I would love this! I'm new here and would love to practice my product photographing skills (not that I'm pro at any other field either ).

But I would love to participate and the reflections as a subject sounds intriguing., If interested you can see some of my old photos at: Photos But I haven't updated that site in ages.


----------



## jasonm (Nov 22, 2003)

> Sounds like Jason has it well in hand.


  :bb:


----------



## pg tips (May 16, 2003)




----------



## jasonm (Nov 22, 2003)

Ok ok.....

I will sort something out......

I think we will run it from 1st Feb to 1st March to get photos in, max 2 photos per person, 1 week of voting, subject to follow..... The photo doesn't have to be of a watch but has to have a identifiable watch in the shot somewhere 

Any other thoughts?


----------



## foztex (Nov 6, 2005)

Sounds good Jase


----------



## blackandgolduk (Apr 25, 2005)

Yep, sounds like a great idea - however I have some concerns re: the voting. Do you have a Returning Officer? A constitution? Candidate's Briefing? Complaints procedure? STV or FPTP? Can each ballot be traced back to the original voter?
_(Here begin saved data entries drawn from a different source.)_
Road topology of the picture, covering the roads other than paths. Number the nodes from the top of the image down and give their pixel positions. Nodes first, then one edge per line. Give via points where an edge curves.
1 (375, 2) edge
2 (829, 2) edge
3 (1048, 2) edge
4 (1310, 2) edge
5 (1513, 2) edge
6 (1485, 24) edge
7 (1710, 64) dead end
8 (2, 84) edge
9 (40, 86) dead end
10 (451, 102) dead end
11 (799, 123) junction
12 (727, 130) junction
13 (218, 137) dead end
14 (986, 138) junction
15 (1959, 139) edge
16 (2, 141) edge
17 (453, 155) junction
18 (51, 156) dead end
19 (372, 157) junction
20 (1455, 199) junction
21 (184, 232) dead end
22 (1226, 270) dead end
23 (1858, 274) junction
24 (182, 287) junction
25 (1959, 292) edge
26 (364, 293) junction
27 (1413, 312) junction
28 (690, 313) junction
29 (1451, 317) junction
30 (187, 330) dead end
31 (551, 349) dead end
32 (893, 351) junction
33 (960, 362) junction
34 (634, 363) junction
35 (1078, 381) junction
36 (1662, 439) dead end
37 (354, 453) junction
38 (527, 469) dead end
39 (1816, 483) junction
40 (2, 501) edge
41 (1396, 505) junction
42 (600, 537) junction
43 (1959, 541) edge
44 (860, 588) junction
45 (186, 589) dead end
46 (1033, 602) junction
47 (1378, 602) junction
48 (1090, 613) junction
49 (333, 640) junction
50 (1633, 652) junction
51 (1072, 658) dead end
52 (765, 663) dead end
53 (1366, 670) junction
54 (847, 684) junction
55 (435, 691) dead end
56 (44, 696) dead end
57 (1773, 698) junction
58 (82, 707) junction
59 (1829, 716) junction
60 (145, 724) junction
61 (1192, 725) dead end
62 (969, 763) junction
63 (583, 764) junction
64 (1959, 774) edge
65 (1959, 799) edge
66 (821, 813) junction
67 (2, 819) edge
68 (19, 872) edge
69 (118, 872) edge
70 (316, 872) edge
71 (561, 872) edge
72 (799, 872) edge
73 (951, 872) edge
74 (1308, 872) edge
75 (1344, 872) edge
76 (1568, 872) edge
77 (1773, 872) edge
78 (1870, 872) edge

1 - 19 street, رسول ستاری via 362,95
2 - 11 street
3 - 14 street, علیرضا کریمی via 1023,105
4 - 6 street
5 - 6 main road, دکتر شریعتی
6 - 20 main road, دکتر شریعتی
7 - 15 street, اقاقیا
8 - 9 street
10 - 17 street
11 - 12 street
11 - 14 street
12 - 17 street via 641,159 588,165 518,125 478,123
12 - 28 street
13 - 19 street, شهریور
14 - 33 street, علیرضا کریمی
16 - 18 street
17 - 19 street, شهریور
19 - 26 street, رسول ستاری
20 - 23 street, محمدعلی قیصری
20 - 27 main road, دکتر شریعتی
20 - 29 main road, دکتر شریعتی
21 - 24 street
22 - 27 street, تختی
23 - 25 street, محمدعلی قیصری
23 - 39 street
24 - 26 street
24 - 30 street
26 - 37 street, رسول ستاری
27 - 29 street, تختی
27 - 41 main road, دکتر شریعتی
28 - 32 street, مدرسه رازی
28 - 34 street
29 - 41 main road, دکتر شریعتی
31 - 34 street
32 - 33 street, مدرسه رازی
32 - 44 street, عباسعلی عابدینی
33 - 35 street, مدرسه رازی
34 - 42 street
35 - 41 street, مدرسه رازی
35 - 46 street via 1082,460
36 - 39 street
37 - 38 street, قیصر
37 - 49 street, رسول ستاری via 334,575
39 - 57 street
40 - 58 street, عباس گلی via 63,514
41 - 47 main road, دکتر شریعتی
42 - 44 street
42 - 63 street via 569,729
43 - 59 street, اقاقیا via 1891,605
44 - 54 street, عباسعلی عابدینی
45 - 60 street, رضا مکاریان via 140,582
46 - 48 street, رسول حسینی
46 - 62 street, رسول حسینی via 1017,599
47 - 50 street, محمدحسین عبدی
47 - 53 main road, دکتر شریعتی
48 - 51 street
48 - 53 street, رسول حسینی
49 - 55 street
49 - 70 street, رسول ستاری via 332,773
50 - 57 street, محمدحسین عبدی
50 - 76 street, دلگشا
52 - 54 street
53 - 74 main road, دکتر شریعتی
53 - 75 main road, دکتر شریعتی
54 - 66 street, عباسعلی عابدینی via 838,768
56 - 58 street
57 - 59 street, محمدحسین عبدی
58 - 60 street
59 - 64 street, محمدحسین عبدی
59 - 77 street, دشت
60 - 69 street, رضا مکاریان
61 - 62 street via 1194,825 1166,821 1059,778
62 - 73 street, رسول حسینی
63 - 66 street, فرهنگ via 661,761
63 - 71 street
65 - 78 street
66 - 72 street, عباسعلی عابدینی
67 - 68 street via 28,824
:lol: Only joking - I've got elections on the brain at the moment...


----------



## stonedeaf (Dec 3, 2008)

jasonm said:


> Ok ok.....
> 
> I will sort something out......
> 
> ...


Only that 1 pressed man is worth 10 volunteers.... :clap:


----------



## jasonm (Nov 22, 2003)

Competition started, please see pinned topics in the general watch forum


----------



## langtoftlad (Mar 31, 2007)

.


----------



## jasonm (Nov 22, 2003)

langtoftlad said:


> .


Yep, thats right....


----------